YOUR INSTRUCTIONS:
Write the records out again, precisely as they stand.

_ _ _ _ _

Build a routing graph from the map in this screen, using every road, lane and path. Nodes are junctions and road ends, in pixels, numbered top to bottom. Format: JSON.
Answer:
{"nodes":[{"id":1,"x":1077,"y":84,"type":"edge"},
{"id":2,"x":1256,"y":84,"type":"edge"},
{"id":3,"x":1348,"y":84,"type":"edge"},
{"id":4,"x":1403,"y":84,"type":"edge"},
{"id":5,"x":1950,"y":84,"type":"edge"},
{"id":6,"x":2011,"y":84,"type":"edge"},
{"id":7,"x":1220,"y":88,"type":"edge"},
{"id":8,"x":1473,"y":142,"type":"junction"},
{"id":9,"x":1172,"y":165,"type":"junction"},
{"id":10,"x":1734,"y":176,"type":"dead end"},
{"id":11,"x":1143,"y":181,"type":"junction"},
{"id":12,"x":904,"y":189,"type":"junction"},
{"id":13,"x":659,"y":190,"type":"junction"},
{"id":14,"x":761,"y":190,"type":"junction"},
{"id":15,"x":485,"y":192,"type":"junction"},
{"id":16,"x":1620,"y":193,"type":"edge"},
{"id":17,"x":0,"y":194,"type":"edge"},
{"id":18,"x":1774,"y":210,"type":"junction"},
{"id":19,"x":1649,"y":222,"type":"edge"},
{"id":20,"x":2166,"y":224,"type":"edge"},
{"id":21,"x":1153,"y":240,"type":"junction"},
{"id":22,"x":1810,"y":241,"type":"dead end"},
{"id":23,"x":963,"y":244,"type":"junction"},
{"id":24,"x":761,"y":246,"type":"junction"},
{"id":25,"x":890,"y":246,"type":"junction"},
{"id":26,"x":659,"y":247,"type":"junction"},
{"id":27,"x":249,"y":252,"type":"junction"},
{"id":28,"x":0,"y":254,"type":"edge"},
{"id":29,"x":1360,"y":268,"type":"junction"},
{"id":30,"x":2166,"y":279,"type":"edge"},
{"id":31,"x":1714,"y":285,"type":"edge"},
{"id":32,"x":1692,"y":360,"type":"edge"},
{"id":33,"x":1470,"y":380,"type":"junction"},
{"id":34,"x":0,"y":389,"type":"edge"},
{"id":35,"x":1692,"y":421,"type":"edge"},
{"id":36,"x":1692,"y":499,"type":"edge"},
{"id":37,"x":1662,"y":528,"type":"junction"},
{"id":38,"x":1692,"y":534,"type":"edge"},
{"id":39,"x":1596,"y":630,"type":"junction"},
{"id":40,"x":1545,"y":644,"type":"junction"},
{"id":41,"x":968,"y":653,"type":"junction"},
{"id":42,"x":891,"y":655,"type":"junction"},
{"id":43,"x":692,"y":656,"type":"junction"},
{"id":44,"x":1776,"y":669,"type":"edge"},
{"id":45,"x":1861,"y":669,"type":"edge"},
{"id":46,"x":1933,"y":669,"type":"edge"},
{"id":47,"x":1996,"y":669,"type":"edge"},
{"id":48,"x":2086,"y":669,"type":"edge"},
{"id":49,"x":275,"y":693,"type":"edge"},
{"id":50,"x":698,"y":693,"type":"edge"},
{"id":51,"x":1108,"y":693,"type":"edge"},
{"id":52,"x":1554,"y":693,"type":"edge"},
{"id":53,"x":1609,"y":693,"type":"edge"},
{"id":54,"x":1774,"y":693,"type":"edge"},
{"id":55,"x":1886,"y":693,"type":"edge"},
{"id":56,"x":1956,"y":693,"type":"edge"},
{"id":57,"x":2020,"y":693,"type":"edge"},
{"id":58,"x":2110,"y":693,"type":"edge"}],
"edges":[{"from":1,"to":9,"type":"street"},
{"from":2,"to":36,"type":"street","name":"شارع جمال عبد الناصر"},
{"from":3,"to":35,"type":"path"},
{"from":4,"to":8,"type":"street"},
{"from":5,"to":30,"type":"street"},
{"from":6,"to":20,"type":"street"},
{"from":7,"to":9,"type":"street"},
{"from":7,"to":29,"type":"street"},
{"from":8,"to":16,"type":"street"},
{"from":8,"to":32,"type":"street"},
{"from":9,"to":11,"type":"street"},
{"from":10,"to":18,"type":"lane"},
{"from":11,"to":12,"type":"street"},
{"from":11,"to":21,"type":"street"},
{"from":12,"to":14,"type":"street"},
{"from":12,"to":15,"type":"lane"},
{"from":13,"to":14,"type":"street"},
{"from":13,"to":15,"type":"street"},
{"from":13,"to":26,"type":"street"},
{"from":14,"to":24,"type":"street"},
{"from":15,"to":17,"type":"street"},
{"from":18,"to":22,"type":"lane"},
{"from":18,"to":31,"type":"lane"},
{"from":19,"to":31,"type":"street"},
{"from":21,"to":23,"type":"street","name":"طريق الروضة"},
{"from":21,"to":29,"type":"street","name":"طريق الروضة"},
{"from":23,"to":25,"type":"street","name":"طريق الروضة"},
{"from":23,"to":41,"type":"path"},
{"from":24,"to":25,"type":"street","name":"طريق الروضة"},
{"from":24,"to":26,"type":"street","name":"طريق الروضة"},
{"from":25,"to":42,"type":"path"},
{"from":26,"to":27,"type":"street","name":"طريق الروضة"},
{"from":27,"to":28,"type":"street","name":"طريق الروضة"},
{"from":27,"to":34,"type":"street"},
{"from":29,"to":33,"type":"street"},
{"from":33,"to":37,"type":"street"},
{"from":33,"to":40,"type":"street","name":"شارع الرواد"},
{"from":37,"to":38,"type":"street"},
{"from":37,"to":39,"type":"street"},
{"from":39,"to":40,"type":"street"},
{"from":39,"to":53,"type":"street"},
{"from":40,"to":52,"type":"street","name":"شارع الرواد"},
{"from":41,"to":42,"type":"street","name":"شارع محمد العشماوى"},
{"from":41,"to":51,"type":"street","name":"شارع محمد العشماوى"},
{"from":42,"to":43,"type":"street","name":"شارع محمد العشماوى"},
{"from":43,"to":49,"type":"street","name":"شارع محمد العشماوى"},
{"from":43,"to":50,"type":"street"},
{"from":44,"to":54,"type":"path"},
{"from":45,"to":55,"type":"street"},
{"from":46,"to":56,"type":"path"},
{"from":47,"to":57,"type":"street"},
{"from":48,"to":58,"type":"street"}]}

_ _ _ _ _

SOLUTION TO THE EXERCISE:
Build a routing graph from the map in this screen, using every road, lane and path. Nodes are junctions and road ends, in pixels, numbered top to bottom. Format: JSON.
Answer:
{"nodes":[{"id":1,"x":1077,"y":84,"type":"edge"},
{"id":2,"x":1256,"y":84,"type":"edge"},
{"id":3,"x":1348,"y":84,"type":"edge"},
{"id":4,"x":1403,"y":84,"type":"edge"},
{"id":5,"x":1950,"y":84,"type":"edge"},
{"id":6,"x":2011,"y":84,"type":"edge"},
{"id":7,"x":1220,"y":88,"type":"edge"},
{"id":8,"x":1473,"y":142,"type":"junction"},
{"id":9,"x":1172,"y":165,"type":"junction"},
{"id":10,"x":1734,"y":176,"type":"dead end"},
{"id":11,"x":1143,"y":181,"type":"junction"},
{"id":12,"x":904,"y":189,"type":"junction"},
{"id":13,"x":659,"y":190,"type":"junction"},
{"id":14,"x":761,"y":190,"type":"junction"},
{"id":15,"x":485,"y":192,"type":"junction"},
{"id":16,"x":1620,"y":193,"type":"edge"},
{"id":17,"x":0,"y":194,"type":"edge"},
{"id":18,"x":1774,"y":210,"type":"junction"},
{"id":19,"x":1649,"y":222,"type":"edge"},
{"id":20,"x":2166,"y":224,"type":"edge"},
{"id":21,"x":1153,"y":240,"type":"junction"},
{"id":22,"x":1810,"y":241,"type":"dead end"},
{"id":23,"x":963,"y":244,"type":"junction"},
{"id":24,"x":761,"y":246,"type":"junction"},
{"id":25,"x":890,"y":246,"type":"junction"},
{"id":26,"x":659,"y":247,"type":"junction"},
{"id":27,"x":249,"y":252,"type":"junction"},
{"id":28,"x":0,"y":254,"type":"edge"},
{"id":29,"x":1360,"y":268,"type":"junction"},
{"id":30,"x":2166,"y":279,"type":"edge"},
{"id":31,"x":1714,"y":285,"type":"edge"},
{"id":32,"x":1692,"y":360,"type":"edge"},
{"id":33,"x":1470,"y":380,"type":"junction"},
{"id":34,"x":0,"y":389,"type":"edge"},
{"id":35,"x":1692,"y":421,"type":"edge"},
{"id":36,"x":1692,"y":499,"type":"edge"},
{"id":37,"x":1662,"y":528,"type":"junction"},
{"id":38,"x":1692,"y":534,"type":"edge"},
{"id":39,"x":1596,"y":630,"type":"junction"},
{"id":40,"x":1545,"y":644,"type":"junction"},
{"id":41,"x":968,"y":653,"type":"junction"},
{"id":42,"x":891,"y":655,"type":"junction"},
{"id":43,"x":692,"y":656,"type":"junction"},
{"id":44,"x":1776,"y":669,"type":"edge"},
{"id":45,"x":1861,"y":669,"type":"edge"},
{"id":46,"x":1933,"y":669,"type":"edge"},
{"id":47,"x":1996,"y":669,"type":"edge"},
{"id":48,"x":2086,"y":669,"type":"edge"},
{"id":49,"x":275,"y":693,"type":"edge"},
{"id":50,"x":698,"y":693,"type":"edge"},
{"id":51,"x":1108,"y":693,"type":"edge"},
{"id":52,"x":1554,"y":693,"type":"edge"},
{"id":53,"x":1609,"y":693,"type":"edge"},
{"id":54,"x":1774,"y":693,"type":"edge"},
{"id":55,"x":1886,"y":693,"type":"edge"},
{"id":56,"x":1956,"y":693,"type":"edge"},
{"id":57,"x":2020,"y":693,"type":"edge"},
{"id":58,"x":2110,"y":693,"type":"edge"}],
"edges":[{"from":1,"to":9,"type":"street"},
{"from":2,"to":36,"type":"street","name":"شارع جمال عبد الناصر"},
{"from":3,"to":35,"type":"path"},
{"from":4,"to":8,"type":"street"},
{"from":5,"to":30,"type":"street"},
{"from":6,"to":20,"type":"street"},
{"from":7,"to":9,"type":"street"},
{"from":7,"to":29,"type":"street"},
{"from":8,"to":16,"type":"street"},
{"from":8,"to":32,"type":"street"},
{"from":9,"to":11,"type":"street"},
{"from":10,"to":18,"type":"lane"},
{"from":11,"to":12,"type":"street"},
{"from":11,"to":21,"type":"street"},
{"from":12,"to":14,"type":"street"},
{"from":12,"to":15,"type":"lane"},
{"from":13,"to":14,"type":"street"},
{"from":13,"to":15,"type":"street"},
{"from":13,"to":26,"type":"street"},
{"from":14,"to":24,"type":"street"},
{"from":15,"to":17,"type":"street"},
{"from":18,"to":22,"type":"lane"},
{"from":18,"to":31,"type":"lane"},
{"from":19,"to":31,"type":"street"},
{"from":21,"to":23,"type":"street","name":"طريق الروضة"},
{"from":21,"to":29,"type":"street","name":"طريق الروضة"},
{"from":23,"to":25,"type":"street","name":"طريق الروضة"},
{"from":23,"to":41,"type":"path"},
{"from":24,"to":25,"type":"street","name":"طريق الروضة"},
{"from":24,"to":26,"type":"street","name":"طريق الروضة"},
{"from":25,"to":42,"type":"path"},
{"from":26,"to":27,"type":"street","name":"طريق الروضة"},
{"from":27,"to":28,"type":"street","name":"طريق الروضة"},
{"from":27,"to":34,"type":"street"},
{"from":29,"to":33,"type":"street"},
{"from":33,"to":37,"type":"street"},
{"from":33,"to":40,"type":"street","name":"شارع الرواد"},
{"from":37,"to":38,"type":"street"},
{"from":37,"to":39,"type":"street"},
{"from":39,"to":40,"type":"street"},
{"from":39,"to":53,"type":"street"},
{"from":40,"to":52,"type":"street","name":"شارع الرواد"},
{"from":41,"to":42,"type":"street","name":"شارع محمد العشماوى"},
{"from":41,"to":51,"type":"street","name":"شارع محمد العشماوى"},
{"from":42,"to":43,"type":"street","name":"شارع محمد العشماوى"},
{"from":43,"to":49,"type":"street","name":"شارع محمد العشماوى"},
{"from":43,"to":50,"type":"street"},
{"from":44,"to":54,"type":"path"},
{"from":45,"to":55,"type":"street"},
{"from":46,"to":56,"type":"path"},
{"from":47,"to":57,"type":"street"},
{"from":48,"to":58,"type":"street"}]}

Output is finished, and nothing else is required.